Task objective
Looking through the records below, please work out how many lines contain "margin". Give only that number.

Stored data entries

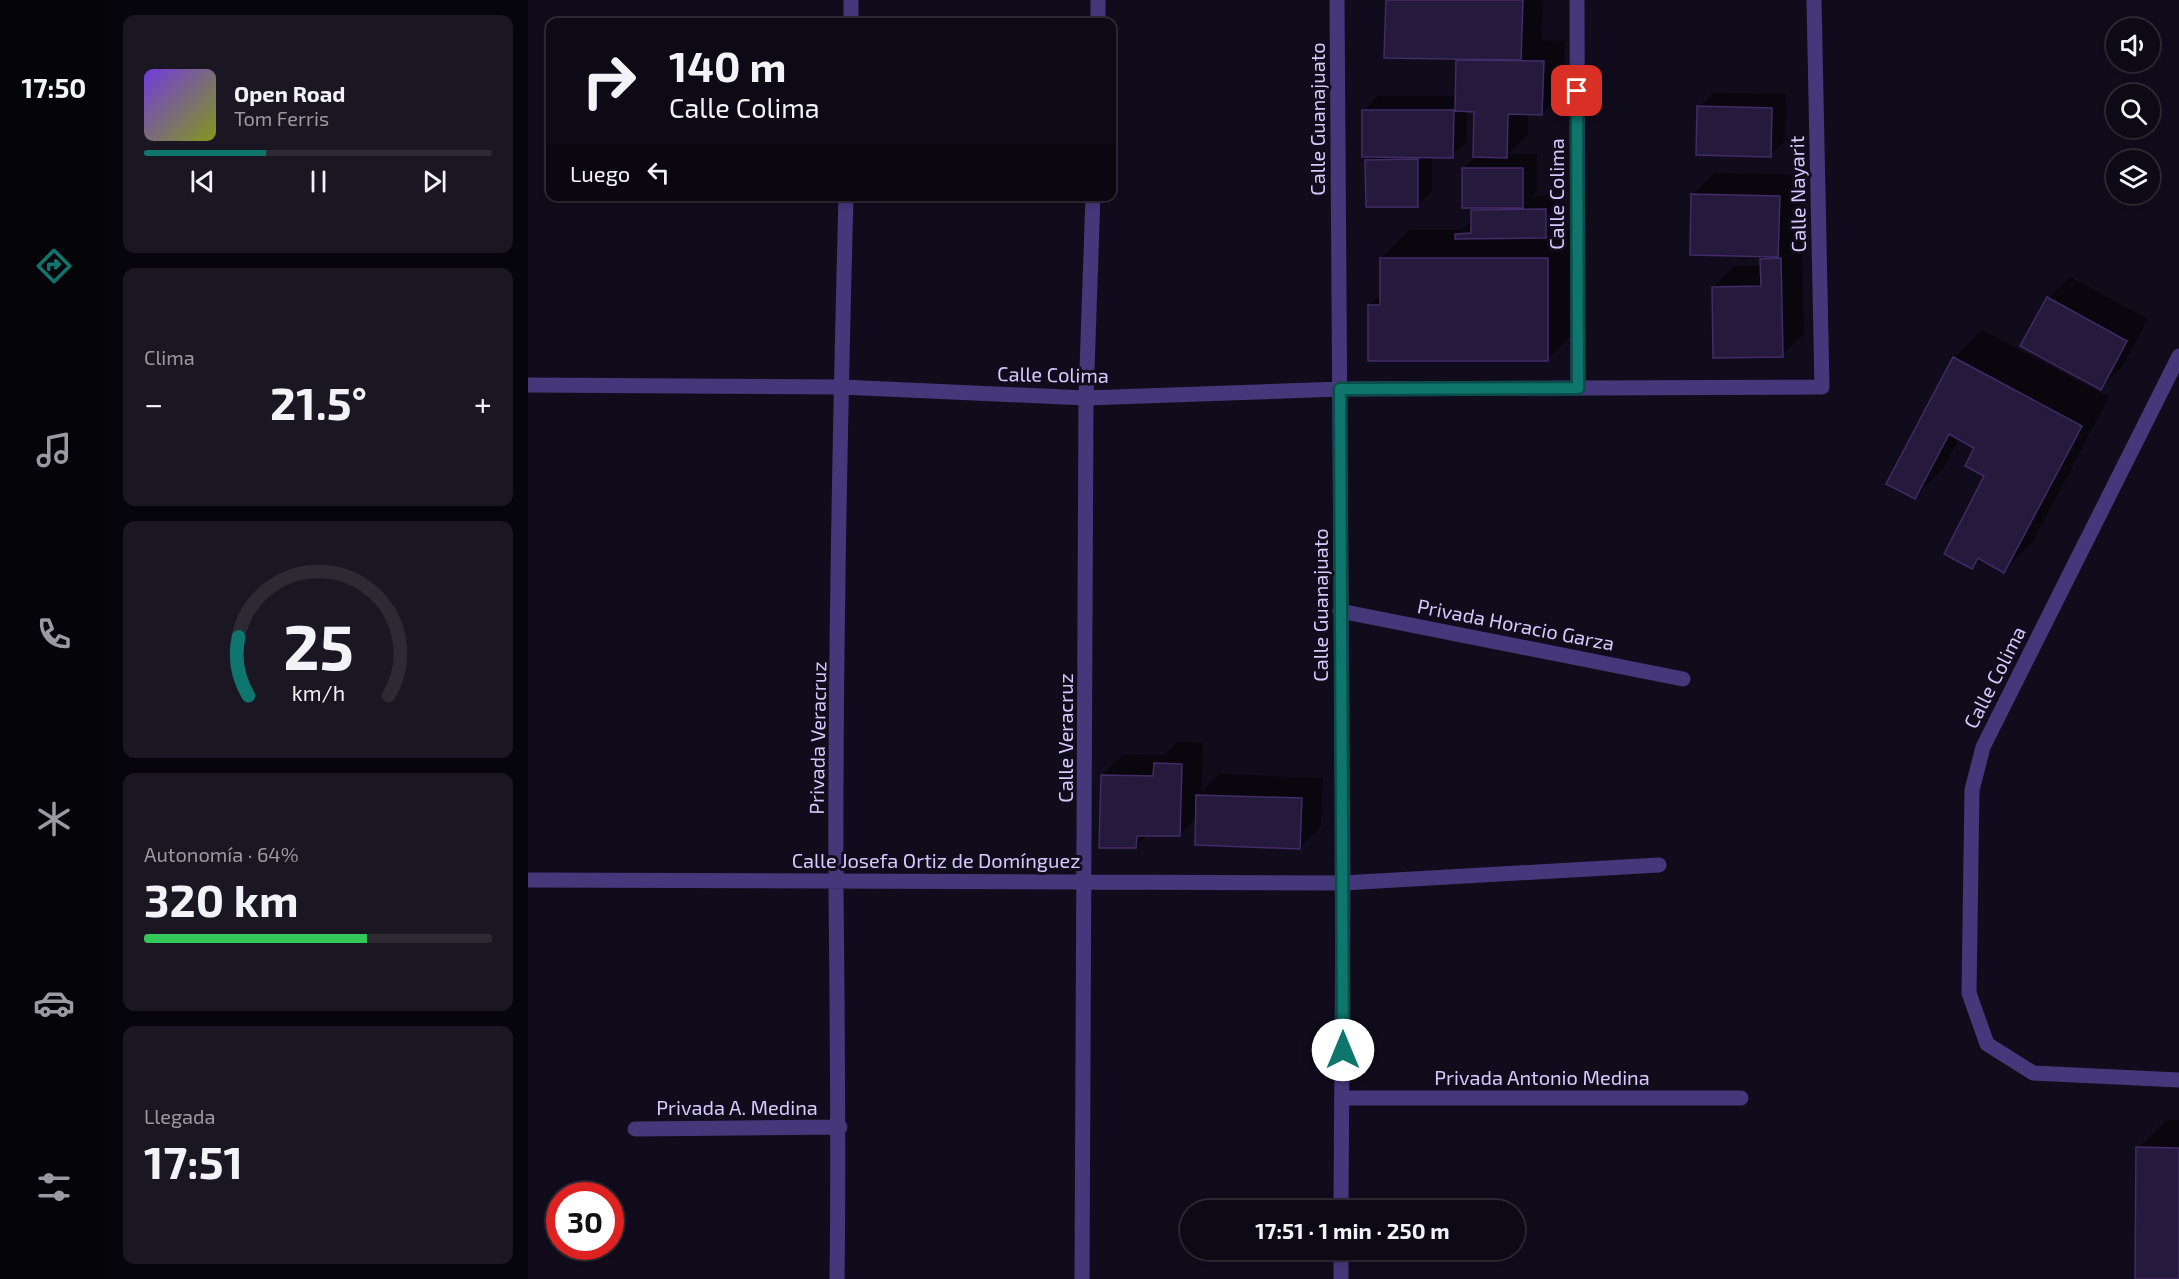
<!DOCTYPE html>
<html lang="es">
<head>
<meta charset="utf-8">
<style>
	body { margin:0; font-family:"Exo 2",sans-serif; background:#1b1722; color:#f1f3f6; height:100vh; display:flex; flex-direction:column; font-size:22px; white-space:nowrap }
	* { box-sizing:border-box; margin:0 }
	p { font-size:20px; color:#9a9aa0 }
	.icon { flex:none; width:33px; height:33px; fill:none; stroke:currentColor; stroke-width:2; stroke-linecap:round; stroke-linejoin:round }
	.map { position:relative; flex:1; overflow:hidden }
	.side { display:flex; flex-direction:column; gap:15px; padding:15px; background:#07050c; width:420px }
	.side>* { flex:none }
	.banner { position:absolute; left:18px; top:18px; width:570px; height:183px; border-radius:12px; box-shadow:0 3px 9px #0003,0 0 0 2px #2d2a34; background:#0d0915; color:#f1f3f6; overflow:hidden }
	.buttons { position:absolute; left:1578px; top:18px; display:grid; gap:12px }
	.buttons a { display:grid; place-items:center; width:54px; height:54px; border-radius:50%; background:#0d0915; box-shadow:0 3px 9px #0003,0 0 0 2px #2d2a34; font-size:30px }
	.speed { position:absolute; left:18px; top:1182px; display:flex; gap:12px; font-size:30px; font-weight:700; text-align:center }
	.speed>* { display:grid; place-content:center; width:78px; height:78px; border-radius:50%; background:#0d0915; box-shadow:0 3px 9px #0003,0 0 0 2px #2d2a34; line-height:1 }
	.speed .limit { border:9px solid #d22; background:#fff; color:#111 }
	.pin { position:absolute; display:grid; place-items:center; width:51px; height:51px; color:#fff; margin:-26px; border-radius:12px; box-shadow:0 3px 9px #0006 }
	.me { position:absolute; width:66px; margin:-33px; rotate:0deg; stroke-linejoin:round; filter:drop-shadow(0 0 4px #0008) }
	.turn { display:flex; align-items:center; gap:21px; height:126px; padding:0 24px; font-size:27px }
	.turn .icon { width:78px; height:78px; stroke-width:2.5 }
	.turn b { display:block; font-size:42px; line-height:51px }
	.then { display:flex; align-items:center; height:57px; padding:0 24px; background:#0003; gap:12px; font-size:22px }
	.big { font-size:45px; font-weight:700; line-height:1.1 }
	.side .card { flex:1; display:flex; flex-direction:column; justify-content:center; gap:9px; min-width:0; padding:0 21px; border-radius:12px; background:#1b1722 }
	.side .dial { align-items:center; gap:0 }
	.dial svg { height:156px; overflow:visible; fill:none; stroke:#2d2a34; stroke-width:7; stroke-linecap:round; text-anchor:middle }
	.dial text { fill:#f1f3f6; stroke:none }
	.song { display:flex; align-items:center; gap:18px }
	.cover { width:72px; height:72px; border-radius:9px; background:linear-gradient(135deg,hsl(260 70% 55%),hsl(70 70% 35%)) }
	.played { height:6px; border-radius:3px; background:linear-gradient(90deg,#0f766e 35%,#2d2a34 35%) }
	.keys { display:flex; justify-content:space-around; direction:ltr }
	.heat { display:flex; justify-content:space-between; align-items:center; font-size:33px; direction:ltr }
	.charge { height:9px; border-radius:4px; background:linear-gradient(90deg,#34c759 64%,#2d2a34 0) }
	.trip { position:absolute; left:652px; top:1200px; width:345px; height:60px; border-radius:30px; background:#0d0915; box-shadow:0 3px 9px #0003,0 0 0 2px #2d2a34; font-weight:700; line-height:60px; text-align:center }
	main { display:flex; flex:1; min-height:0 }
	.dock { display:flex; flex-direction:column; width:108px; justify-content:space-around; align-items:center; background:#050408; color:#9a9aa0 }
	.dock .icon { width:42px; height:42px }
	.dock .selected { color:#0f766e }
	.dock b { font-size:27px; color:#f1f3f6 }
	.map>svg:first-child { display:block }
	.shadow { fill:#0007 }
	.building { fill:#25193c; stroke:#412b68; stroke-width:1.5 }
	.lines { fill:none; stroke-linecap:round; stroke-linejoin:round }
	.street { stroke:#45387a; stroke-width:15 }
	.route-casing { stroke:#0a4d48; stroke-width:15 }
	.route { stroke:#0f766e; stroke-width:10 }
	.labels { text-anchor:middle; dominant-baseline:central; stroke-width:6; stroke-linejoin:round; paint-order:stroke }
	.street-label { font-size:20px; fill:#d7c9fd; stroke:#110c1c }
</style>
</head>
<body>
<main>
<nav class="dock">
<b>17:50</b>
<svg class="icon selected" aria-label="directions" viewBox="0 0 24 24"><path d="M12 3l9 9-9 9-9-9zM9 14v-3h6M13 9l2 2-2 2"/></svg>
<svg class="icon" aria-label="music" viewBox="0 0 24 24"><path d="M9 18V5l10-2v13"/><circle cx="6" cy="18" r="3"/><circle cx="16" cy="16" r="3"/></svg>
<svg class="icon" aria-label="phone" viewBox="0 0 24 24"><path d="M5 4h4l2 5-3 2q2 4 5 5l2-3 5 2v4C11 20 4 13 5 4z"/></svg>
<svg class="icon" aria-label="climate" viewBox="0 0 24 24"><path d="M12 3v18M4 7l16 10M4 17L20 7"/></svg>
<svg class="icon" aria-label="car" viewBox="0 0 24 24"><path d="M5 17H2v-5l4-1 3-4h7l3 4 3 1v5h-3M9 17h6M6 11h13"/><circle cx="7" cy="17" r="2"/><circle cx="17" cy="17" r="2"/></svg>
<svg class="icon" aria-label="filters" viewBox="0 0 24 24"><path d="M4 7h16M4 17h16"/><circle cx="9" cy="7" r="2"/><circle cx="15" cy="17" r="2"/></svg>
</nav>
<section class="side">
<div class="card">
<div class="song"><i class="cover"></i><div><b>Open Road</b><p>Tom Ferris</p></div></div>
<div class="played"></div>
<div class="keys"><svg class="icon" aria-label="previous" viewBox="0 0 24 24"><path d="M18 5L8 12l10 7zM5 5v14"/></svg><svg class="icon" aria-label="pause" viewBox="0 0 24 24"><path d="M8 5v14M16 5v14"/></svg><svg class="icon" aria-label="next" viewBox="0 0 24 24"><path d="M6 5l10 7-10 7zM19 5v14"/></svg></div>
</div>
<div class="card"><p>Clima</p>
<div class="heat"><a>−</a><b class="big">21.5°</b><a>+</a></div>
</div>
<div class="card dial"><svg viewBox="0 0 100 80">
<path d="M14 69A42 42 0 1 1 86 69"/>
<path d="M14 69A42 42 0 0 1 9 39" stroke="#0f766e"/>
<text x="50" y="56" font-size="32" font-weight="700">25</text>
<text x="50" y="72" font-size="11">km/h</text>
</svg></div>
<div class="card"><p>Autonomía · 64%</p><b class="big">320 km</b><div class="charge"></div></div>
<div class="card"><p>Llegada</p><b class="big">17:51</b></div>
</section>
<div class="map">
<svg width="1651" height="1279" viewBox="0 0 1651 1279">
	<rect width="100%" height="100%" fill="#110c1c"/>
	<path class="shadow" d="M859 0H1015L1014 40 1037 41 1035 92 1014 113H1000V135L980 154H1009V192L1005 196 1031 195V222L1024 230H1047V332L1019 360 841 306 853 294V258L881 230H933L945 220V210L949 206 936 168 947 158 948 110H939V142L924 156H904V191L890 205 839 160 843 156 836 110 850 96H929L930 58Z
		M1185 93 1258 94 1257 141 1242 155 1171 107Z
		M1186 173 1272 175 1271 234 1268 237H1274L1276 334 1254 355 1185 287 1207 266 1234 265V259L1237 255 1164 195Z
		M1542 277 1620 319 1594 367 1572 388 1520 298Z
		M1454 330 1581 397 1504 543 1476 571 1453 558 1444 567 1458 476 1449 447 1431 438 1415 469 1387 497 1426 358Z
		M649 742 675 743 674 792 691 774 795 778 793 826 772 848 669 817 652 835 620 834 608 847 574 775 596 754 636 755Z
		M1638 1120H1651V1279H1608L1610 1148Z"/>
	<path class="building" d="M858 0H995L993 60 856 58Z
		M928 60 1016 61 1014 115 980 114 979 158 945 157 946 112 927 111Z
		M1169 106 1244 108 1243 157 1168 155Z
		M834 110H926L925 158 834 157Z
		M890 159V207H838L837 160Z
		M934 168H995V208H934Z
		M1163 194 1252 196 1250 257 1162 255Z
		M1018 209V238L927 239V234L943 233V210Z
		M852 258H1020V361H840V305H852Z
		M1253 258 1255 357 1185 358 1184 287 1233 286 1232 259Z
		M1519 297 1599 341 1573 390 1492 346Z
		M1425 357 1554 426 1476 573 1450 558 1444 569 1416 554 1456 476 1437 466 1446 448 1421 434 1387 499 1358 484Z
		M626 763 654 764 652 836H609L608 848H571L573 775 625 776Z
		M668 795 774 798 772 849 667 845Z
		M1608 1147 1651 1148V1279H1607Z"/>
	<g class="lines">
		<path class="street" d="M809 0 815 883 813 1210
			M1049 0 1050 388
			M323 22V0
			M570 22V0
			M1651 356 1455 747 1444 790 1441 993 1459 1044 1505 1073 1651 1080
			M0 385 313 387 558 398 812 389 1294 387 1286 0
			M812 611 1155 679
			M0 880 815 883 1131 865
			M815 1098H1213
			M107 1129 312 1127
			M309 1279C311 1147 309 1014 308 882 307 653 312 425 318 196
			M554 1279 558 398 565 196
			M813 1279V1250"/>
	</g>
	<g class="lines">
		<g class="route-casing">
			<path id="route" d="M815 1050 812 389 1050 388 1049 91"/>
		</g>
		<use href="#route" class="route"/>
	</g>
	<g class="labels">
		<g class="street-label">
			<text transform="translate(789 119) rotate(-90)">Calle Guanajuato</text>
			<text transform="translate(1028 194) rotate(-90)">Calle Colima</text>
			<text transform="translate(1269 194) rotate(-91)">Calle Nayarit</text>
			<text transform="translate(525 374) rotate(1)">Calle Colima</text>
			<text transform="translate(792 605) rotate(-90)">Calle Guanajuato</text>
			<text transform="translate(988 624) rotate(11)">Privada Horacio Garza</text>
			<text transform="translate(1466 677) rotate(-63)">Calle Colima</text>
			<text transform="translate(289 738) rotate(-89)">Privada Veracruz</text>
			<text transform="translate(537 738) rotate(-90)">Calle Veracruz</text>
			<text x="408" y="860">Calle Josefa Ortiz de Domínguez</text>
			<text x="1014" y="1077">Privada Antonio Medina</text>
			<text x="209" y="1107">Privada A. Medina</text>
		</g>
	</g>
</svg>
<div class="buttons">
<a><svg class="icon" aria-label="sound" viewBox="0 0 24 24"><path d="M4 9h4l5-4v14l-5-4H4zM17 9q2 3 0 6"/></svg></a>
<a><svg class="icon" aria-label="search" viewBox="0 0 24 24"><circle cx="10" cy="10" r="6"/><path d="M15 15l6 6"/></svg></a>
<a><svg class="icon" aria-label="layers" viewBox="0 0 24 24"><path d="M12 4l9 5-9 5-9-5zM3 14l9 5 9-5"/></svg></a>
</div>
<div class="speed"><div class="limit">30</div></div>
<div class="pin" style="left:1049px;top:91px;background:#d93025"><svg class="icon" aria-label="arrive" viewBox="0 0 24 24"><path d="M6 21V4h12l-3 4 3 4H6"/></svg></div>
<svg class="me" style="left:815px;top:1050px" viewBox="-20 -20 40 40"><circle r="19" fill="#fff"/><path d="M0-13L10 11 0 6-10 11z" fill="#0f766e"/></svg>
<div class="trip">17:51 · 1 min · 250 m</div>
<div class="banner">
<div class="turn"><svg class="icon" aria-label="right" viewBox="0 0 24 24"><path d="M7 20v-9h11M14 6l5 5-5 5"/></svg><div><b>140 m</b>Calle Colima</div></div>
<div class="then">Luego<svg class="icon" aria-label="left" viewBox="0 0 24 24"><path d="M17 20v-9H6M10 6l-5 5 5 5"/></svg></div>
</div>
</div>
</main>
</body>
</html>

Result of this task
4